A partir de então, o filme trabalha com esses núcleos de forma bem compassada, vagarosamente, tendo o personagem de Yakusho como a cola que mantém o filme unido e coeso: se de um lado há o dilema do filho e sua relação com a esposa de passado trágico, descobrindo finalmente o que é a felicidade na vida, temos do outro a história de Marcos e da comunidade brasileira no Japão, vivendo em um conjunto habitacional empobrecido e, apesar das dificuldades envolvendo dinheiro, as gangues japonesas e a Yakuza, ainda conseguem tempo para sonhar, desejar e amar.

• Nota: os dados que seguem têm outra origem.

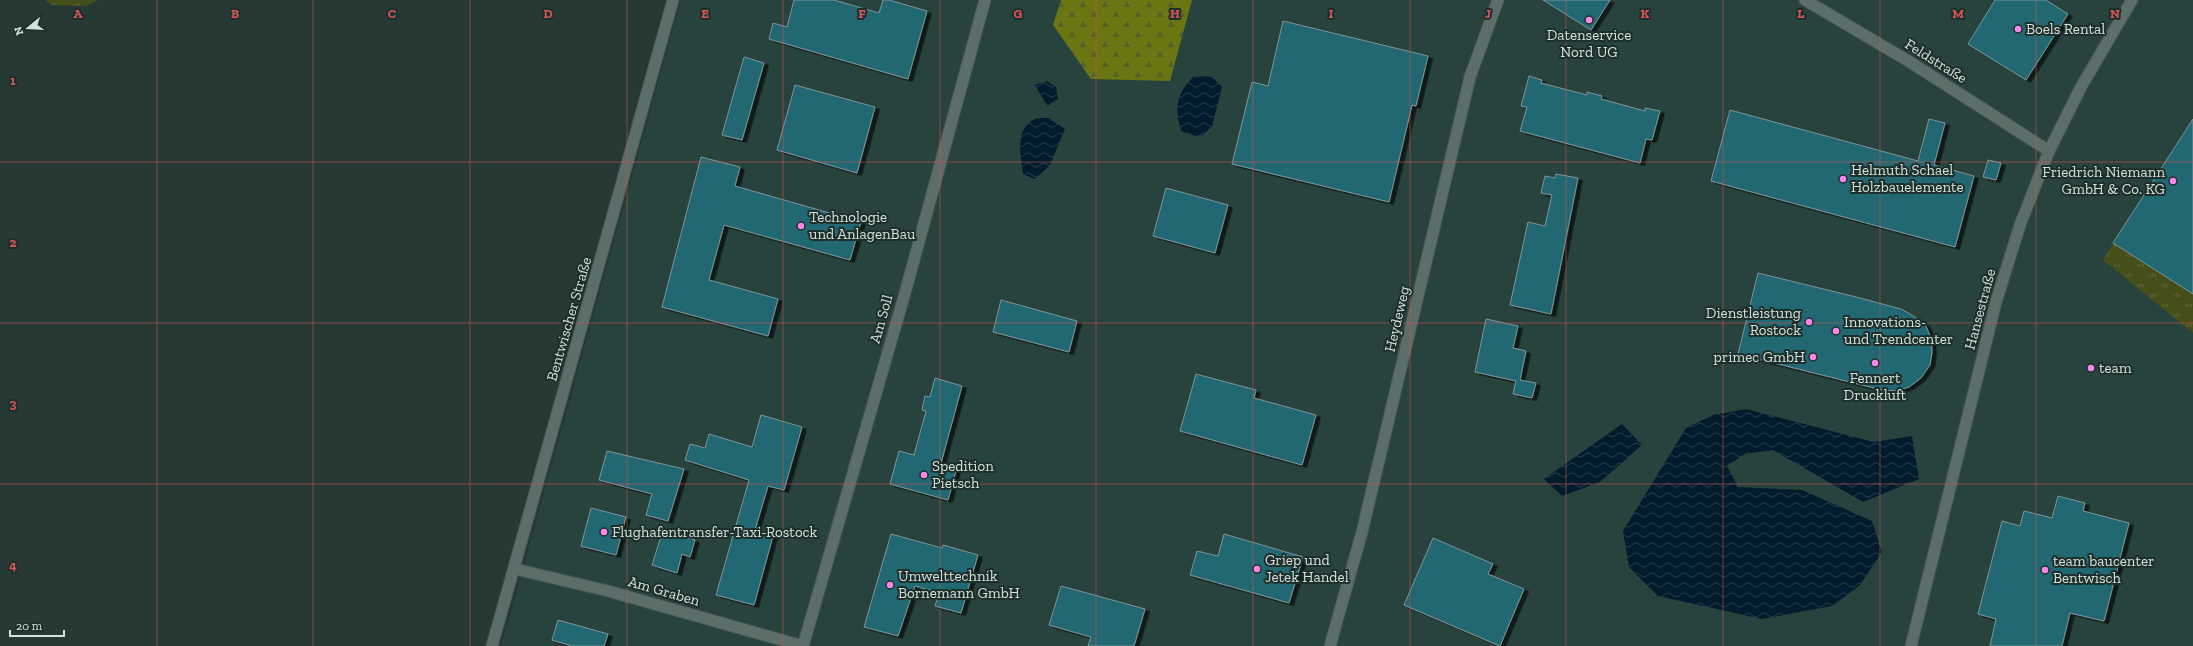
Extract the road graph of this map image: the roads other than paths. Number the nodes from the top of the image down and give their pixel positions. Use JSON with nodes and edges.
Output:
{"nodes":[{"id":1,"x":673,"y":0,"type":"edge"},
{"id":2,"x":985,"y":0,"type":"edge"},
{"id":3,"x":1498,"y":0,"type":"edge"},
{"id":4,"x":1805,"y":0,"type":"edge"},
{"id":5,"x":2132,"y":0,"type":"edge"},
{"id":6,"x":2049,"y":151,"type":"junction"},
{"id":7,"x":515,"y":569,"type":"junction"},
{"id":8,"x":492,"y":646,"type":"edge"},
{"id":9,"x":803,"y":646,"type":"edge"},
{"id":10,"x":1330,"y":646,"type":"edge"},
{"id":11,"x":1911,"y":646,"type":"edge"}],
"edges":[{"from":1,"to":7,"type":"street","name":"Bentwischer Straße"},
{"from":2,"to":9,"type":"street","name":"Am Soll"},
{"from":3,"to":10,"type":"street","name":"Heydeweg"},
{"from":4,"to":6,"type":"street","name":"Feldstraße"},
{"from":5,"to":6,"type":"street","name":"Hansestraße"},
{"from":6,"to":11,"type":"street","name":"Hansestraße"},
{"from":7,"to":8,"type":"street","name":"Bentwischer Straße"},
{"from":7,"to":9,"type":"street","name":"Am Graben"}]}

Seiji, aqui, acaba se tornando, através dos seus silêncios e da maneira calma e tranquila que guia sua vida, uma espécie de portador de sabedoria e solucionador de problemas.

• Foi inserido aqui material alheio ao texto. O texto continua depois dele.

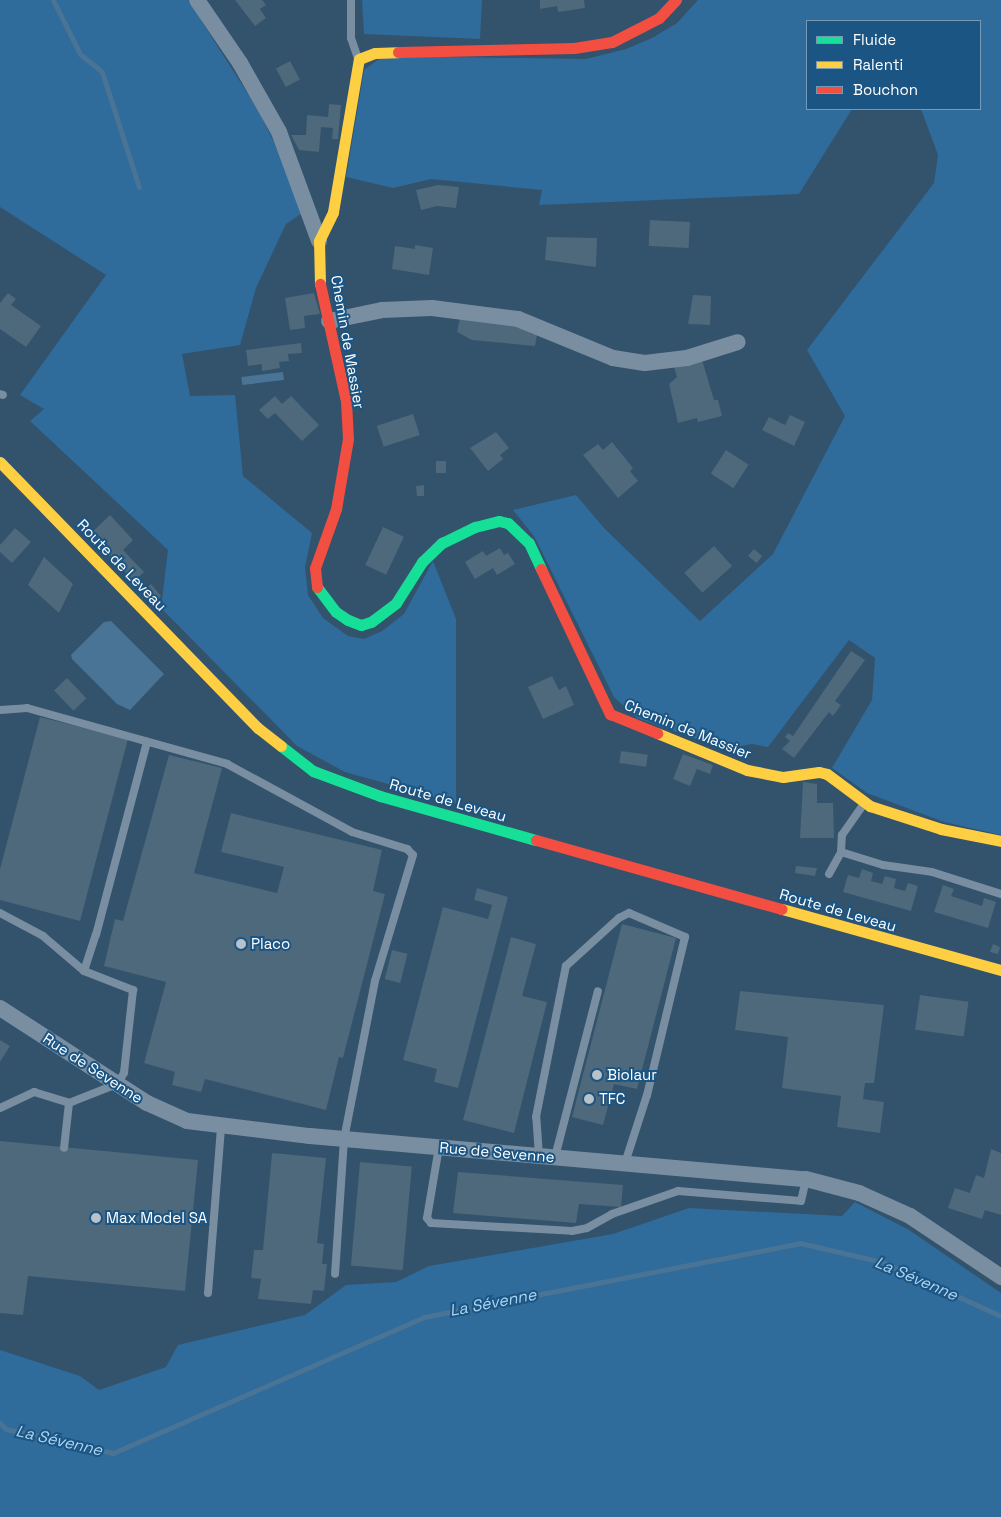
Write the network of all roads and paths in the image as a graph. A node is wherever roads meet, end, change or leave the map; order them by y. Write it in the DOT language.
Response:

Cena de "Família (Foto: Sato Company)

Essa trama segue com um melodrama algumas vezes exagerado se não em tom, mas nos acontecimentos por vezes absurdos e sempre intensos. Dessa forma, o filme utiliza-se do drama e dos dilemas internos de seus personagens para trazer dilemas e questões externas de um Japão contemporâneo. Um Japão pós-crise financeira de 2008, um Japão aprendendo a lidar com imigrantes em sua terra, seja para aceitá-los e abraçá-los como iguais, seja mediante alienações e violência étnica. Em determinado momento do filme, Marcos grita dizendo que não sabe se é japonês ou brasileiro e, sendo os dois, não é ninguém. Nessa dualidade, nesse dilema do filho de duas pátrias tão distantes, o mundo do filme, imenso, apequena-se. A globalização miscigenou povos, aproximando-os pelo sangue e pelos sentimentos, mas as relações culturais e sociais tendem a ser bem mais complexas. O melodrama, gênero histórico japonês, de mestres como Ozu e Mizoguchi, miscigena-se com o exagero tradicional do estilo no Brasil.


Tomando seu tempo, o filme guia-se pelas relações complexas em tela através dos planos quase sempre estáticos, mas que se movem quando brasileiros estão em foco. E então, junto do seu ritmo contido, suas imagens gritam estrondosamente em seus momentos mais emocionais. Há uma cena fortíssima, nos últimos trinta minutos, protagonizada por Yakusho, onde o tom emocional eleva-se a um ponto capaz de arrancar lágrimas.


“Família” é um melodrama contemporâneo que revisita os dilemas internos típicos do gênero para expor os problemas e dilemas de um Japão em mudança. Algumas vezes cambaleia em tamanho exagero e quase cai, mas, no geral, mantém-se em pé, na altura dos olhos, unicamente para arrancar todas as lágrimas possíveis.